Have you ever taken a vacation and come away with a sense of regret that next time you’d do things a whole lot differently? That was our recent trip to the Mayan Riviera. While the trip was definitely enjoyable, we could have benefited from some additional research and trip planning in advance. This was our first time visiting the Mayan Riviera side of Mexico and we were used to an “easier” way of life on the Puerto Vallarta side. Past trips were simple: show up at your all-inclusive resort and sign up for a tour, hop on your shuttle bus or take a taxi and enjoy your day. Touring around the Mayan Riviera was a bit more complicated though and I feel like we learned some important lessons on our recent trip.
Ten Tips for Happy Touring around the Mayan Riviera with Kids
One – Don’t try to do it ALL. Staying near Playa del Carmen? Enjoy tours near this city and save the Tulum area for your next trip. Visit the Island of Cozumel, take the family to Xcaret, or plan one longer trip to the Mayan ruins of Ek Balam. If staying near Tulum, focus on visiting the ruins of Tulum, take a longer day tour to the Mayan ruins of Coba, or take the family to Xel-Ha for the day. Some tours will require 4+ hours of driving (why we had to skip visiting the ruins of Ek Balam this time).
Two – Choose a resort that is close to the areas you most want to explore. We stayed at a fun eco-lodge in the tiny resort area of Xpu-Ha and ended up being isolated and far from both Tulum and Playa del Carmen. Next time, we’ll stay somewhere closer to one of the more popular resort areas.
Three – Skip the guided history tours with kids. If you want to visit some Mayan ruins while in the area, look for a transfer company such as “Canada Transfers” and pay for your transportation/entrance fees only. The kids will enjoy mountain biking around Coba much more than they will standing around listening to a history lesson (and you can always give your children the condensed lesson before or after your trip.) Ek Balam is another fantastic place to run wild and explore at will without an official tour guide telling you what to do. And finally, the kids will probably enjoy the beach at Tulum much more than they will the ruins themselves. Arrive early, run around the ruins, and then spend a couple of hours at the beach.

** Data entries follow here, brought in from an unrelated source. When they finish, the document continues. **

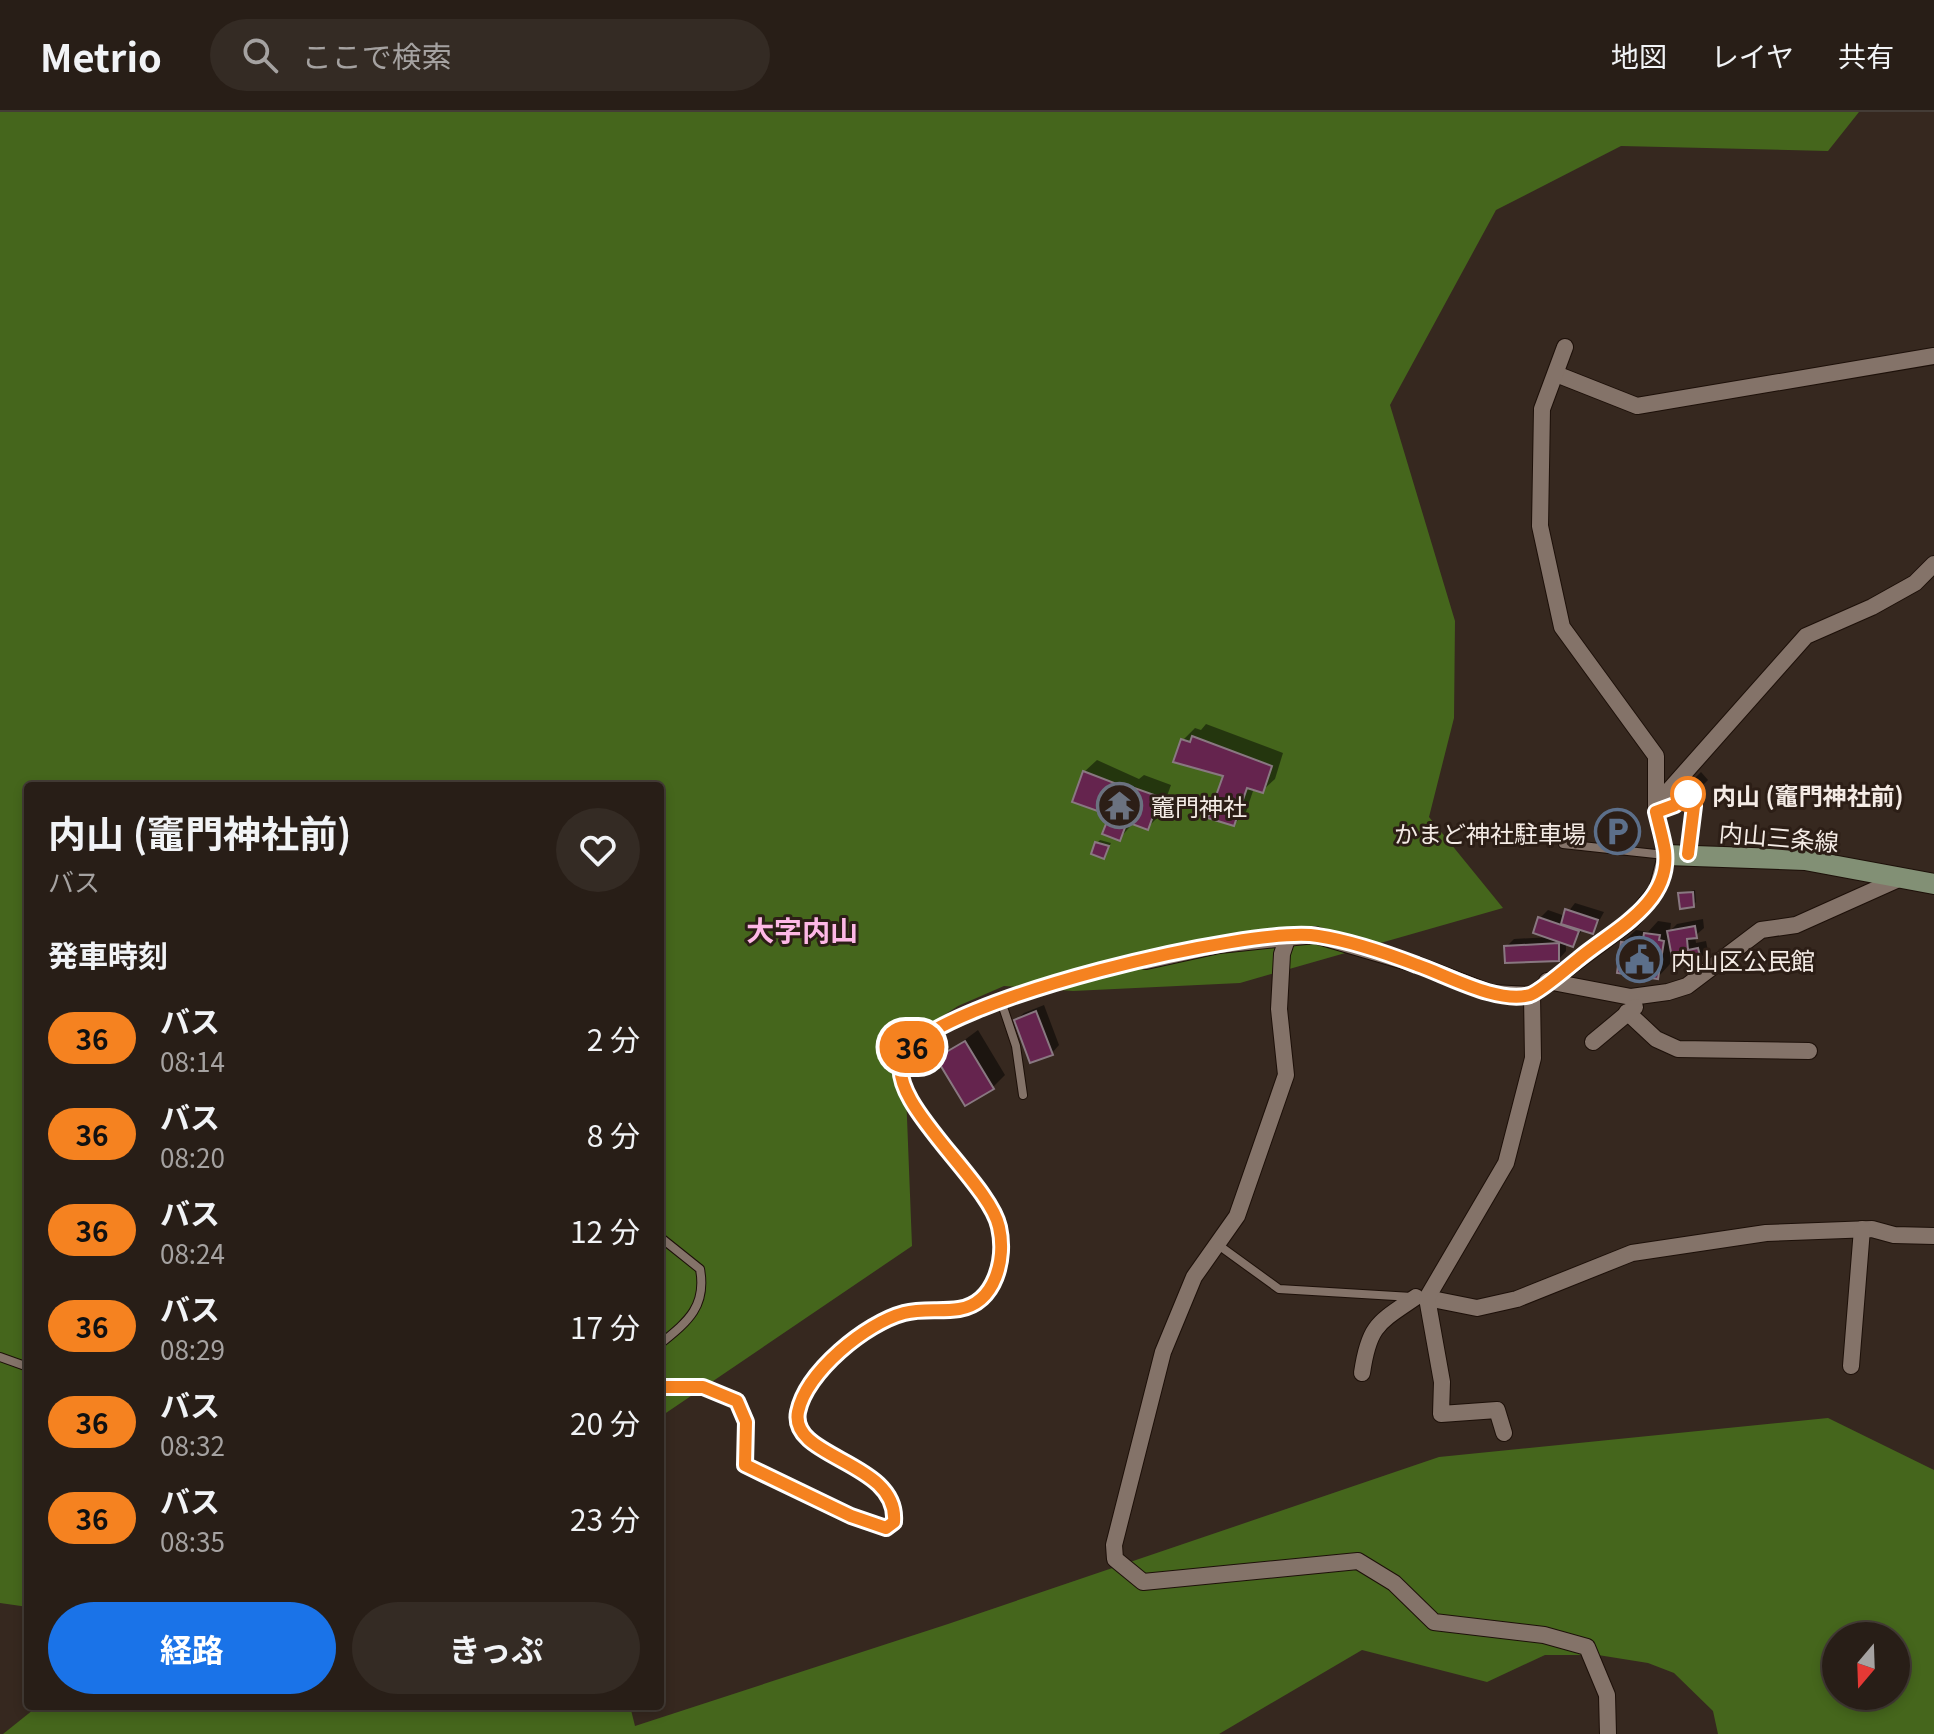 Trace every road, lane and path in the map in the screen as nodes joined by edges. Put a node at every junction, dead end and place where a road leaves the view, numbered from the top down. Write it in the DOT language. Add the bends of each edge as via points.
graph roads {
  1 [pos="1565,347"];
  2 [pos="1934,356"];
  3 [pos="1556,374"];
  4 [pos="1934,564"];
  5 [pos="1656,809"];
  6 [pos="1563,844"];
  7 [pos="1688,854"];
  8 [pos="1666,855"];
  9 [pos="1901,878"];
  10 [pos="1934,884"];
  11 [pos="1288,936"];
  12 [pos="1146,961"];
  13 [pos="1547,981"];
  14 [pos="1532,995"];
  15 [pos="1648,998"];
  16 [pos="1001,1001"];
  17 [pos="1627,1012"];
  18 [pos="1593,1042"];
  19 [pos="1809,1051"];
  20 [pos="1023,1095"];
  21 [pos="1862,1229"];
  22 [pos="1934,1236"];
  23 [pos="664,1240"];
  24 [pos="1216,1243"];
  25 [pos="1421,1297"];
  26 [pos="664,1341"];
  27 [pos="0,1357"];
  28 [pos="24,1366"];
  29 [pos="1851,1366"];
  30 [pos="1362,1373"];
  31 [pos="664,1387"];
  32 [pos="1504,1433"];
  33 [pos="1608,1734"];
  1 -- 3 [label="street"];
  2 -- 3 [label="street" via="1653,405 1626,403"];
  3 -- 5 [label="street" via="1542,409 1540,526 1562,627 1656,756"];
  4 -- 5 [label="street" via="1915,583 1806,636"];
  5 -- 7 [label="lane" via="1675,805 1688,794 1694,806"];
  5 -- 8 [label="street"];
  6 -- 8 [label="lane"];
  7 -- 8 [label="main road, 内山三条線"];
  7 -- 9 [label="main road, 内山三条線" via="1805,860"];
  8 -- 13 [label="street" via="1657,890 1631,921"];
  9 -- 10 [label="main road, 内山三条線"];
  9 -- 15 [label="street" via="1796,925 1761,930 1687,986"];
  11 -- 12 [label="street"];
  11 -- 14 [label="street" via="1344,942 1491,993"];
  11 -- 24 [label="street" via="1279,1009 1286,1075 1237,1216"];
  12 -- 16 [label="lane" via="1038,986"];
  13 -- 14 [label="street"];
  13 -- 15 [label="street"];
  14 -- 25 [label="street" via="1533,1058 1506,1163"];
  15 -- 17 [label="street"];
  16 -- 20 [label="lane" via="1016,1046"];
  16 -- 31 [label="lane" via="922,1037 904,1054 899,1071 915,1111 994,1208 1001,1259 990,1292 963,1309 900,1314 864,1334 807,1388 797,1416 813,1443 887,1489 895,1505 894,1522 886,1528 871,1525 745,1465 746,1422 737,1401 703,1387"];
  17 -- 18 [label="street"];
  17 -- 19 [label="street" via="1656,1039 1678,1049"];
  21 -- 22 [label="street"];
  21 -- 25 [label="street" via="1766,1233 1632,1253 1517,1299 1477,1308"];
  21 -- 29 [label="street"];
  23 -- 26 [label="lane" via="700,1269 703,1285 692,1318"];
  24 -- 25 [label="lane" via="1279,1289"];
  24 -- 33 [label="street" via="1194,1277 1163,1352 1114,1545 1115,1559 1143,1582 1358,1561 1394,1583 1434,1622 1544,1635 1587,1647 1607,1695"];
  25 -- 30 [label="street" via="1383,1320 1367,1339"];
  25 -- 32 [label="street" via="1442,1382 1441,1414 1497,1410"];
  27 -- 28 [label="lane"];
}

Four – Pay attention to the details when booking an official tour. How long will the tour be? Most day tours last a minimum of 8 hours (which is really long for small children). Will there be opportunities for snack breaks and lunch or should you bring some snacks with you for the kids? Will there be a guided tour or will you be able to explore on your own? Will there be bathrooms in the area or places to buy food?

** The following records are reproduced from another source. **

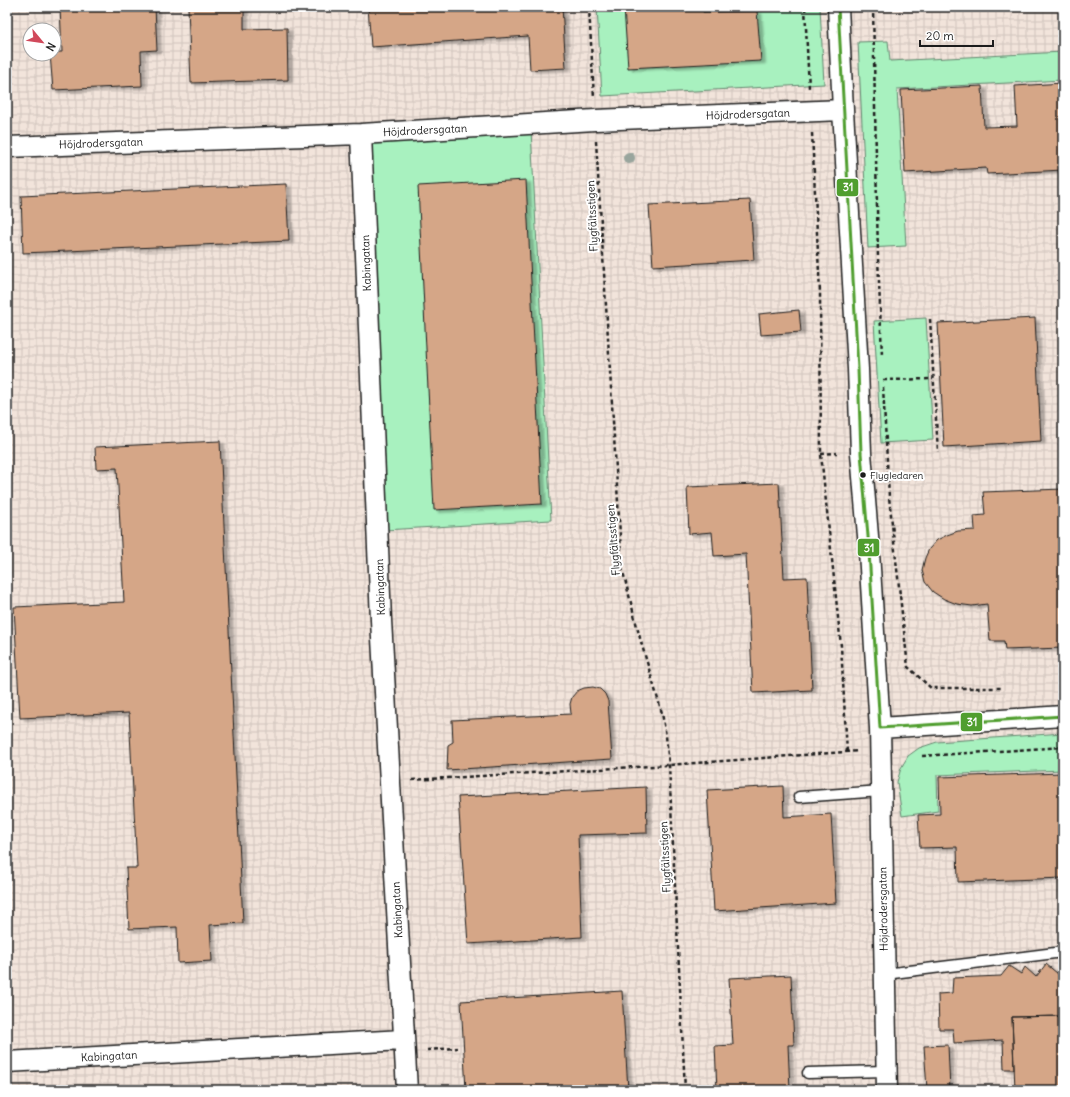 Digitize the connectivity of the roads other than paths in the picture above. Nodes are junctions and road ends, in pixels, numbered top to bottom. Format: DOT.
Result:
graph roads {
  1 [pos="838,7"];
  2 [pos="842,110"];
  3 [pos="361,134"];
  4 [pos="7,147"];
  5 [pos="1063,716"];
  6 [pos="880,728"];
  7 [pos="881,791"];
  8 [pos="799,797"];
  9 [pos="1063,952"];
  10 [pos="884,974"];
  11 [pos="404,1045"];
  12 [pos="7,1062"];
  13 [pos="808,1073"];
  14 [pos="887,1080"];
  15 [pos="407,1090"];
  1 -- 2 [label="street, Höjdrodersgatan"];
  2 -- 3 [label="street, Höjdrodersgatan"];
  2 -- 6 [label="street, Höjdrodersgatan"];
  3 -- 4 [label="street, Höjdrodersgatan"];
  3 -- 11 [label="street, Kabingatan"];
  5 -- 6 [label="street"];
  6 -- 7 [label="street, Höjdrodersgatan"];
  7 -- 8 [label="lane"];
  7 -- 10 [label="street, Höjdrodersgatan"];
  9 -- 10 [label="lane"];
  10 -- 14 [label="street, Höjdrodersgatan"];
  11 -- 12 [label="street, Kabingatan"];
  11 -- 15 [label="street, Kabingatan"];
  13 -- 14 [label="lane"];
}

Five – Book private tours whenever possible. A family at our resort skipped the official tour company we were using and used a transfer company instead to just set up transportation to the places they wanted to visit. They had a private van, got to explore freely on their own, and had their whole day planned around their children’s needs. We learned a lot from this family and will be following their example next time we return to the Mayan Riviera. If this ends up being too expensive for your family, hook up with another family you meet at your resort and go together. In the end, it will be much more affordable than a guided tour.
Six – Do your research and find most affordable tour. Not all tours are equally priced so don’t just walk up to the tour desk at your resort and sign up for the first tour to Tulum or Coba. Check the Internet before you go, look at companies that offer transfers (much cheaper than companies offering guided tours,) and investigate local companies that might be more affordable. Trip Advisor can be a great place to find information as well and to get reviews before you sign up with some strange tour company.
Seven – Know what to expect from popular tours and tourist sites in advance. For example there are no bathrooms inside the ruins of Tulum or Coba and I imagine it’s the same for other historical sites so pack wet wipes and a change of clothes in case of emergency. Likewise, there are also no changeroom facilities at many beaches. Imagine our surprise when we got to the beach at Tulum and realized that there were no bathrooms or change rooms inside the ruins. Unless you want to change behind a towel, wear your suit under your clothes! We also discovered GoPro cameras are considered to be “professional video cameras” and you will be charged extra to bring them into tourist sites.
Eight – Skip the taxi and take the public Colectivos. This van service offers transportation up and down the main highway from Cancun to Tulum. You’ll share a ride with locals and tourists alike for a fraction of the cost of a taxi. More information on Colectivos can be found here at www.travelyucatan.com/collectivo. Note, they will not take you off the highway to a beach or exact location. If you want to visit a beach at Akumal for example, you will have to catch a taxi or walk once you arrive at the town and get dropped off on the highway.
Nine – Go early when visiting popular tourist sites. If you haven’t arrived at the ruins of Tulum in time for the gates opening for the day, you are too late. Most tourist sites are unbearably crowded by 10:30am so go early and leave by noon at the very latest to beat the heat.
Ten – Research family theme parks carefully. The theme parks of Xel-Ha, Xcaret, and Xplor (among others) are a lot of fun if planned out and if done with the right age of children. Many of these parks are best suited for older children and teens.